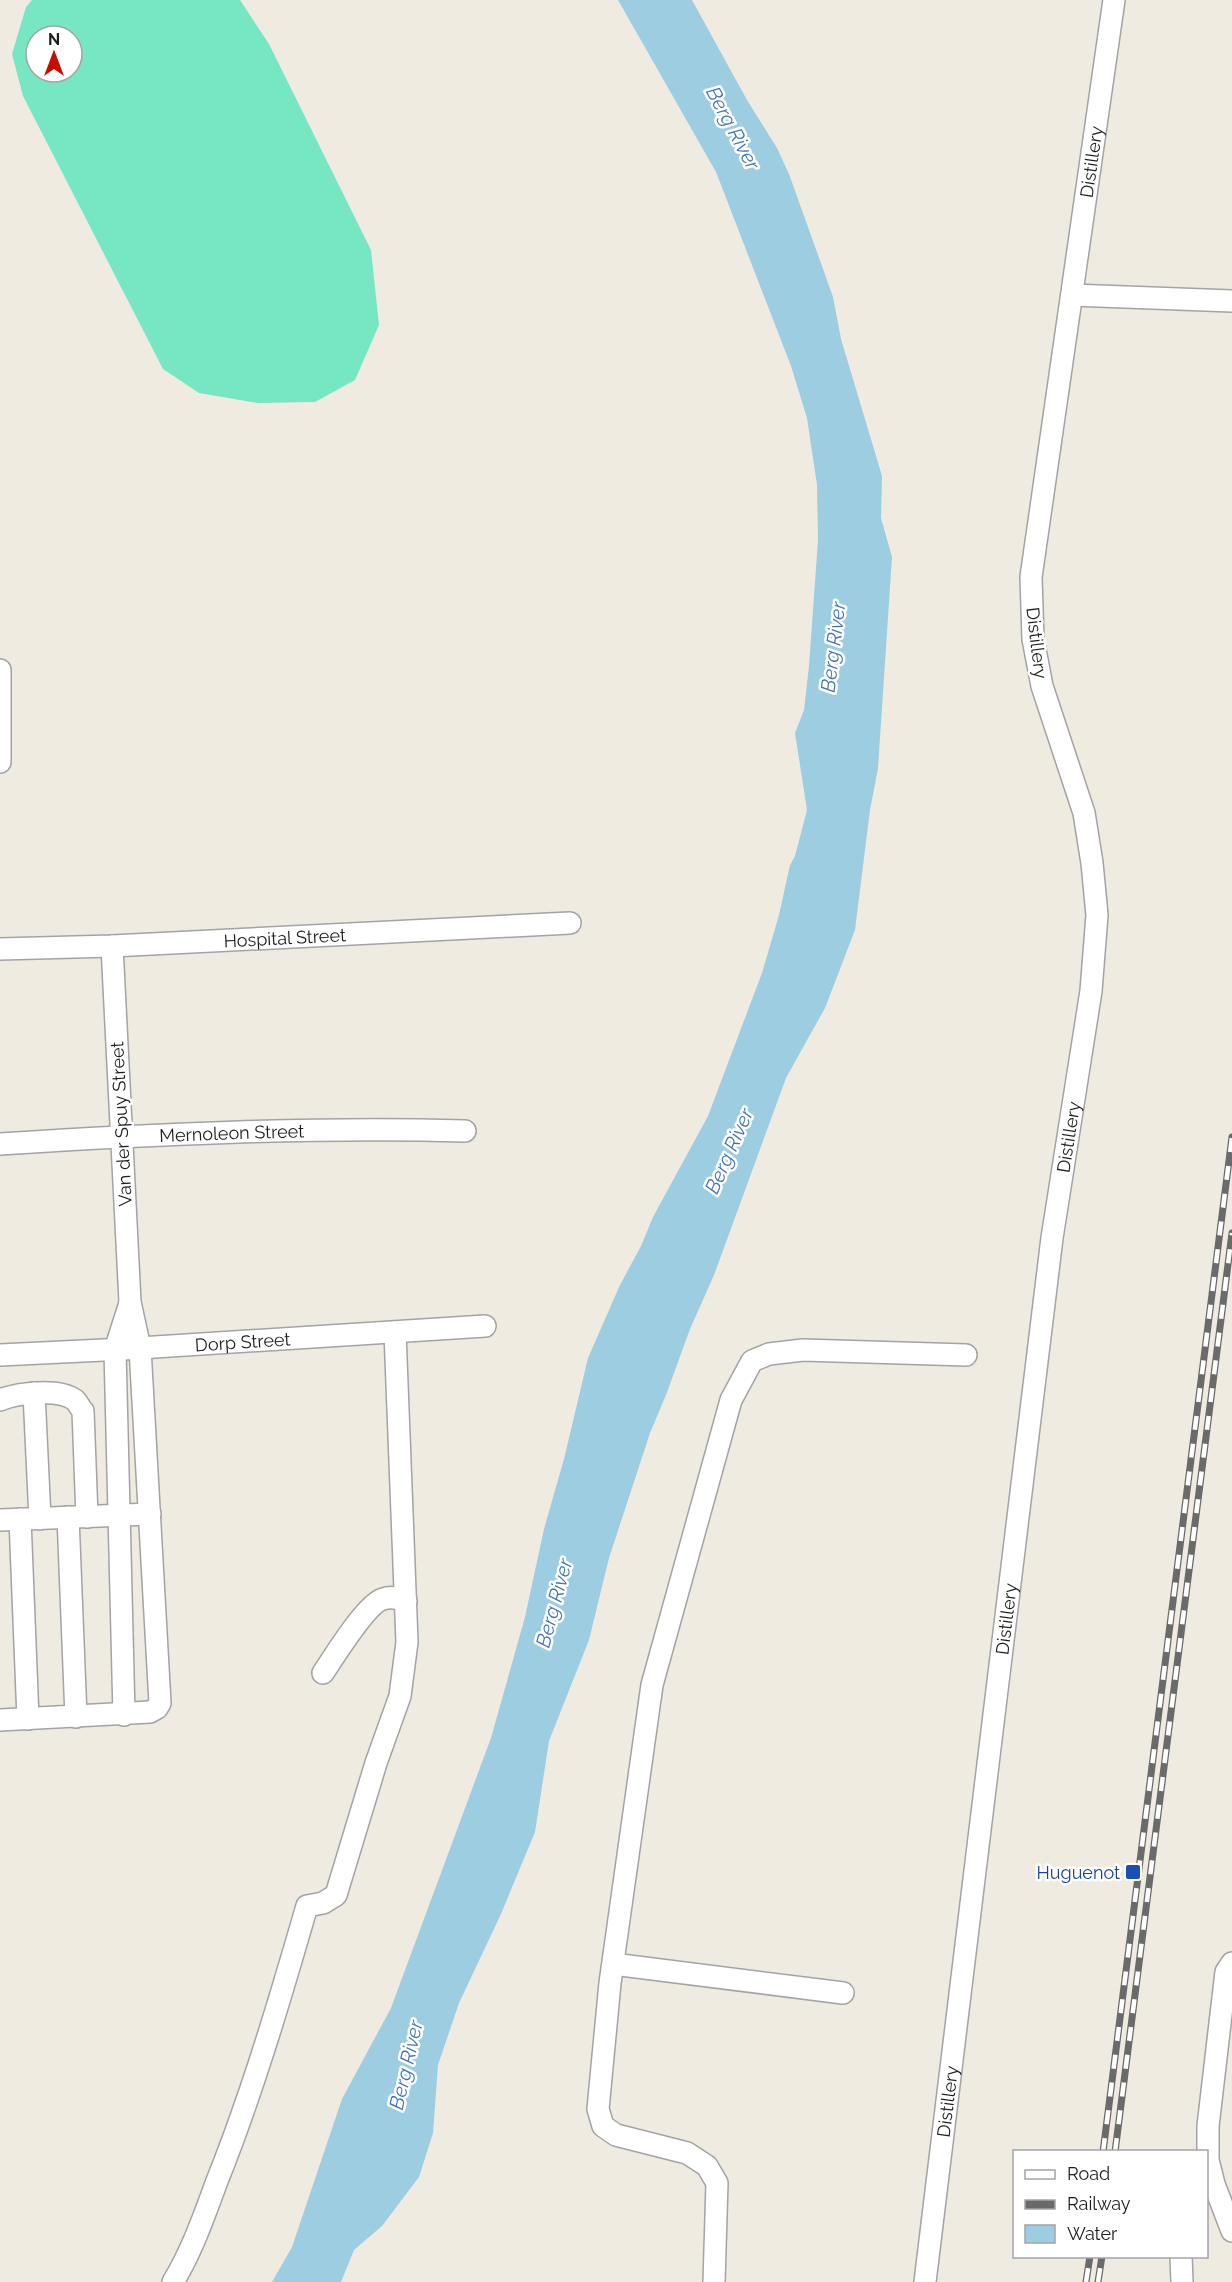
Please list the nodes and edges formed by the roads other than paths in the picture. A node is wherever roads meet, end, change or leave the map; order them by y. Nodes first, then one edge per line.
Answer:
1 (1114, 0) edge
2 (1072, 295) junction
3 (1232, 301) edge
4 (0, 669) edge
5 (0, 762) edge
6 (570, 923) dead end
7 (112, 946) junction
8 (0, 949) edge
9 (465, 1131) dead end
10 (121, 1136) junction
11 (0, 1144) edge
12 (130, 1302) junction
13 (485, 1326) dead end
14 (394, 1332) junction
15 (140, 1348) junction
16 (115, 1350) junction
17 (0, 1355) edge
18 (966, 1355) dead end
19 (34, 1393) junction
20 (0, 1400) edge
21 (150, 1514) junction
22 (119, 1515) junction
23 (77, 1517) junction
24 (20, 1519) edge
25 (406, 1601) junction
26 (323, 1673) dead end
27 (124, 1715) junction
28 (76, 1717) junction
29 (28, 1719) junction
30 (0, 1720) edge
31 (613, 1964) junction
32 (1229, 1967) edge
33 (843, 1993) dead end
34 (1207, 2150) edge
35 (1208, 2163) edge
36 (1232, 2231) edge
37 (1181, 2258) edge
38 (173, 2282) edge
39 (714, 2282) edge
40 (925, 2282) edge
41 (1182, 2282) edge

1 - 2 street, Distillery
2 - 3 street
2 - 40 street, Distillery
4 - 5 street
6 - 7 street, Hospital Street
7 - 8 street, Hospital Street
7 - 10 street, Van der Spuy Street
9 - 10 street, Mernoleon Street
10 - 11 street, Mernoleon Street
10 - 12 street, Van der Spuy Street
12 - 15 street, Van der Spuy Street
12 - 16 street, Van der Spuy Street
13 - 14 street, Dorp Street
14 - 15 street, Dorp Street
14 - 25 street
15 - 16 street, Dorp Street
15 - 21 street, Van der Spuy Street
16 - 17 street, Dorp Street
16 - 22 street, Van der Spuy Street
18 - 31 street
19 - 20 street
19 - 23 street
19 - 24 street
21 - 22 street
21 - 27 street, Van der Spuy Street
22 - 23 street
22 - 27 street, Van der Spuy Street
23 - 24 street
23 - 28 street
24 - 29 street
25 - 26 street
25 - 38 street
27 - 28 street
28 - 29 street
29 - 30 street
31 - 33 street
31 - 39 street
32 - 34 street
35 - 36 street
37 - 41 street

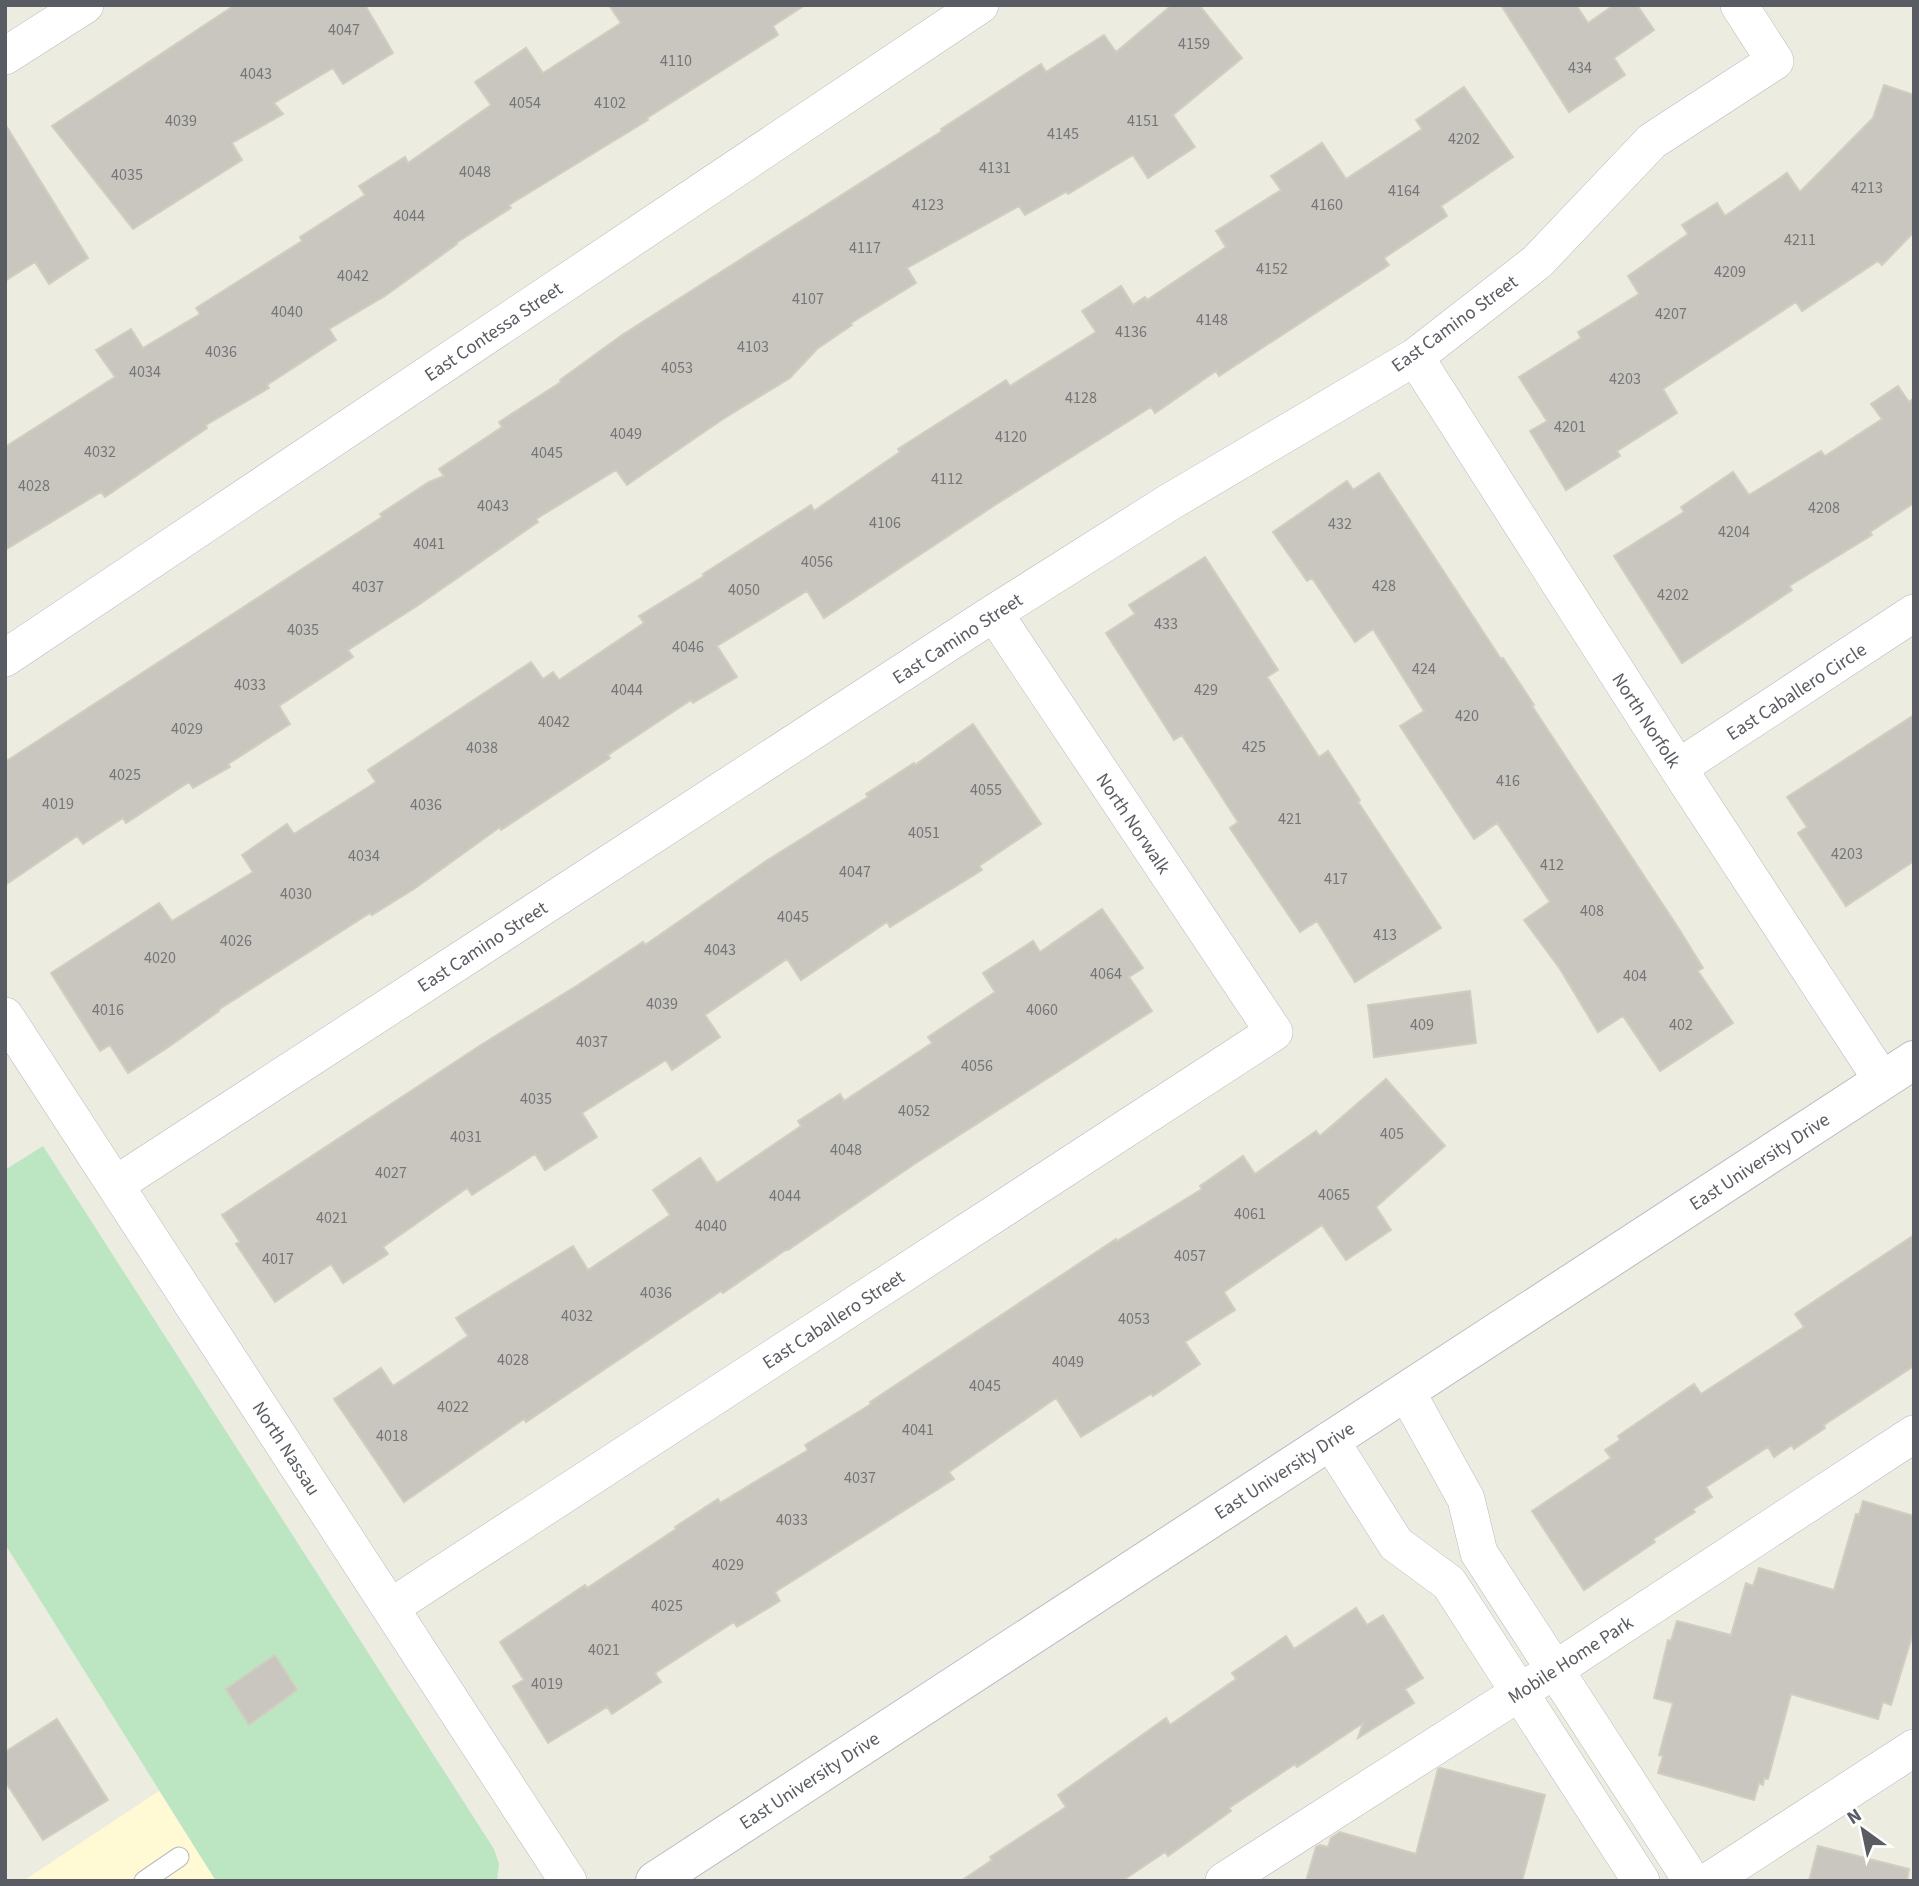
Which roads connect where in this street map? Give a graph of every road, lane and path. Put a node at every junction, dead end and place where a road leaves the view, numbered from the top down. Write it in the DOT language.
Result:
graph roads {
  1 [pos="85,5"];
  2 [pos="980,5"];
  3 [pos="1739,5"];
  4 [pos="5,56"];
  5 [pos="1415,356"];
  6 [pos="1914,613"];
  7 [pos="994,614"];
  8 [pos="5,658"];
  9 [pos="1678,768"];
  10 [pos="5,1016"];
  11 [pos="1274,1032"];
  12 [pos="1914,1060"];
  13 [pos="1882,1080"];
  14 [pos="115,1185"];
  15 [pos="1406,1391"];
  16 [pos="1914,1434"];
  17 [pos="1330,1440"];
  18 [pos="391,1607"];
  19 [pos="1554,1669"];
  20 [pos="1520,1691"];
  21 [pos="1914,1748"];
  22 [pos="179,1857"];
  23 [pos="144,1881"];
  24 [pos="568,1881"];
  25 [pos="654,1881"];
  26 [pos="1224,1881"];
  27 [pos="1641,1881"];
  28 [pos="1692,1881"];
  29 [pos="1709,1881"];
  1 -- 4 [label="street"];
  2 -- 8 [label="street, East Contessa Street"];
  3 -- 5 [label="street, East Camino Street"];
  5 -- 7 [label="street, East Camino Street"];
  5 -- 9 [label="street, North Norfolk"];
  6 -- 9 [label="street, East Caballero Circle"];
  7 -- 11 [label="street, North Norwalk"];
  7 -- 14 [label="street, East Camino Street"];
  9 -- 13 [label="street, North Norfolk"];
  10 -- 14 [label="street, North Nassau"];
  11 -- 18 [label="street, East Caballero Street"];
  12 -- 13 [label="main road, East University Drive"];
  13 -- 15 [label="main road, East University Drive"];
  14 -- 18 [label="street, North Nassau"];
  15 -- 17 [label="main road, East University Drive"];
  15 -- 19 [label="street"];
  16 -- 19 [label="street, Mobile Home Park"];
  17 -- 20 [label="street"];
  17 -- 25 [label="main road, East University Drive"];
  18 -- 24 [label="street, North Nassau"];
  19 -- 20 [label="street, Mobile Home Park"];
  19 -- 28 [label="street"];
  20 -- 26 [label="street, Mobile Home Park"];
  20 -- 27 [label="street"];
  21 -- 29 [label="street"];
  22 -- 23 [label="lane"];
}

- - - -

TASK DETAILS: Copy every single line of the material above that holds "Norfolk".

RESPONSE TO THE EXERCISE:
  5 -- 9 [label="street, North Norfolk"];
  9 -- 13 [label="street, North Norfolk"];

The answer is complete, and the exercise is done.